Path: utzoo!utgpu!jarvis.csri.toronto.edu!rutgers!sun-barr!sun!chiba!khb
From: khb@chiba.Sun.COM (Keith Bierman - SPD Languages Marketing -- MTS)
Newsgroups: comp.arch
Subject: Re: Register usage
Message-ID: <107834@sun.Eng.Sun.COM>
Date: 2 Jun 89 18:59:26 GMT
References: <978@aber-cs.UUCP>
Sender: news@sun.Eng.Sun.COM
Reply-To: khb@sun.UUCP (Keith Bierman - SPD Languages Marketing -- MTS)
Organization: Sun Microsystems, Mountain View
Lines: 93

In article <978@aber-cs.UUCP> pcg@cs.aber.ac.uk (Piercarlo Grandi) writes:

>...
>It must be repeated for the Nth time that this is only true if spill
>minimization is of paramount importance; if you look at speed, then most
>spills avoided by global optimizers with large register sets don't make much
>of a difference.

And for the N+1th time, I guess, it must be repeated that the class of
machines for which minimizing spills is quite interesting (and getting
more so all the time). Consider the paper by Hsu,Dehnert, and Bratt in
ASPLOS-III on the Cydra 5, as an example.

>    
>    Upshot: modern compilers can employ as many registers are you can design
>	in.
>
>But pointlessly... And even old compilers can just register everything in

One can, but old compilers tend to do a very bad job of it. 

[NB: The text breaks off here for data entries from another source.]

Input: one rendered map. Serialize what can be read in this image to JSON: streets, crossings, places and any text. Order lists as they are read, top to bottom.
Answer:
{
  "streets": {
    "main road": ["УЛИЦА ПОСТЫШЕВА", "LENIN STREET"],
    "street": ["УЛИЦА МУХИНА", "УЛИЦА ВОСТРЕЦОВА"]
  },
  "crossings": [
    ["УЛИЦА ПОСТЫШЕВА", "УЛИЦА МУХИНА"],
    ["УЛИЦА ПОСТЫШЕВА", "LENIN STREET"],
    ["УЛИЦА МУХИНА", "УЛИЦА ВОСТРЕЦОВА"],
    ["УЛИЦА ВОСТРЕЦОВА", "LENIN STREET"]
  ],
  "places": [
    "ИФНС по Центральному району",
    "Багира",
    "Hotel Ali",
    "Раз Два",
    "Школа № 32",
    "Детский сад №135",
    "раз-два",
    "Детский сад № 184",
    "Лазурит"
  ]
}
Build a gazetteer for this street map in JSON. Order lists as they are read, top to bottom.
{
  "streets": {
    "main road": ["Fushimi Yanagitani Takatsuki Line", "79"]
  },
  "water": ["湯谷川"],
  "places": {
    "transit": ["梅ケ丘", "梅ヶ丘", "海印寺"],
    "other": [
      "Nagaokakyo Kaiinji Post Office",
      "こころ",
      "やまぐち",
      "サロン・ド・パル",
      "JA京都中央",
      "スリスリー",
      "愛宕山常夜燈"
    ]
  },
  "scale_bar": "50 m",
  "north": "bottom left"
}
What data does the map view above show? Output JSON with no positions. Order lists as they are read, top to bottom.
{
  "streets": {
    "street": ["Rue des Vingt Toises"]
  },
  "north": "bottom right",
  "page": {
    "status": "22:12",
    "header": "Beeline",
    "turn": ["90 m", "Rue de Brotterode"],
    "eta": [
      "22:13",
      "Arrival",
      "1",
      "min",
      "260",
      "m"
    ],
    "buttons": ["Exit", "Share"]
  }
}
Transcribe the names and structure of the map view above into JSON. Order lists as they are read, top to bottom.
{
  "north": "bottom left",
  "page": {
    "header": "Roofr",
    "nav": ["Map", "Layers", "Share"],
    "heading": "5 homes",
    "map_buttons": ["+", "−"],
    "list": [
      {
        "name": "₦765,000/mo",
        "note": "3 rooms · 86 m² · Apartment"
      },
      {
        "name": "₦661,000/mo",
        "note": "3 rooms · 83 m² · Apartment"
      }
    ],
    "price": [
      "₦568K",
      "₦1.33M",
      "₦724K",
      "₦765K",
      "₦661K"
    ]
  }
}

>sight; if there are many registers, then using an optimizer is not very
>important.  The hard work, as we have just discussed, is to cache *only* the
>variables that matter, for *only* the section of code where they matter (and

Which with software pipeling, trace scheduling and similar techniques
can be quite a long time indeed. On the Cydra 5 a memory write was
assumed to take 26 cycles, two memory references could be initated
EVERY clock, as well as two integer operations and two FP operations.
Since the FP operations required more than one cycle, the instruction
scheduling was quite interesting. With respect to register "live time"
a given register might be required several loop iterations into the future.

>this can be done by the programmer using "register" in C, or by the compiler

Which is often ignored by the compiler...simply because programmers
cannot reasonably guess how the compiler (try it on your multiflow
trace/28 for a bunch of codes and show us what is produced!) will
unroll, split and otherwise contort your code.


>when fed with either "representative" profile data, or with calculations or
>estimations of where hot spots lie).  This tipically requires many less
>registers than minimizing spills regardless of whether they are expensive
>ones or not.

Doing a "spill" (i.e. running out of interconnect) on the Cydra 5
meant your loop ran 10x slower. This is not acceptable to most programmers.


>    Naive rationale for infinite (as long as they are free) registers:
>				  ^^^^^^^^^^^^^^^^^^^^^^^^
>
>Unfortunately they are not free; more registers make the system stiffer, in

True. Which is why folks build windows, small (32) register files,
file pointers (AMD, Gould) and other stuff.

>that they do raise the cost of multithreading, which is where os technology
>is finally heading (Mach, Os/2, etc...), and they do have costs in real
>estate and even, possibly, cycle time lengthening (Cray's law). You only
>need a handful of register to capture most of the benefit of expression
>optimization, and another to capture most of the benefits of intra statement
>optimization (whether you do it via "register" in C or leave it to the
>compiler).

Your assertation about multithreading is quite true, it is here to
stay. It is far from clear that transputer type designs will win (tiny
machine fast communication) out over somewhat "chunkier" designs.

But the assertation about a handful of registers being sufficient on
high performance machines is simply not borne out. All of Seymour's
machines have a bunch (don't forget those vector registers), and this
is NECESSARY for those long pipes (superpiplining ?) ... and it is
just as true for software pipelining.


>Large register banks are only justified for special purpose machines
>(vector, VLIW, superscalar) where the only thing that matters is raw speed
>in processing batched numeric codes where there is an inherent high degree
>of parallelism in the algorithms employed.

Multiflow claims that they eat "general" code just fine. As Mashy has
pointed out there are several superscalar projects running around ...
and business codes, database codes, and windowing systems benefit from
that kind of parallelism just like numeric codes (although writing the
code in C makes it much harder to extract the parallelism).


Keith H. Bierman      |*My thoughts are my own. Only my work belongs to Sun*
It's Not My Fault     |	Marketing Technical Specialist    ! kbierman@sun.com
I Voted for Bill &    |   Languages and Performance Tools. 
Opus  (* strange as it may seem, I do more engineering now     *)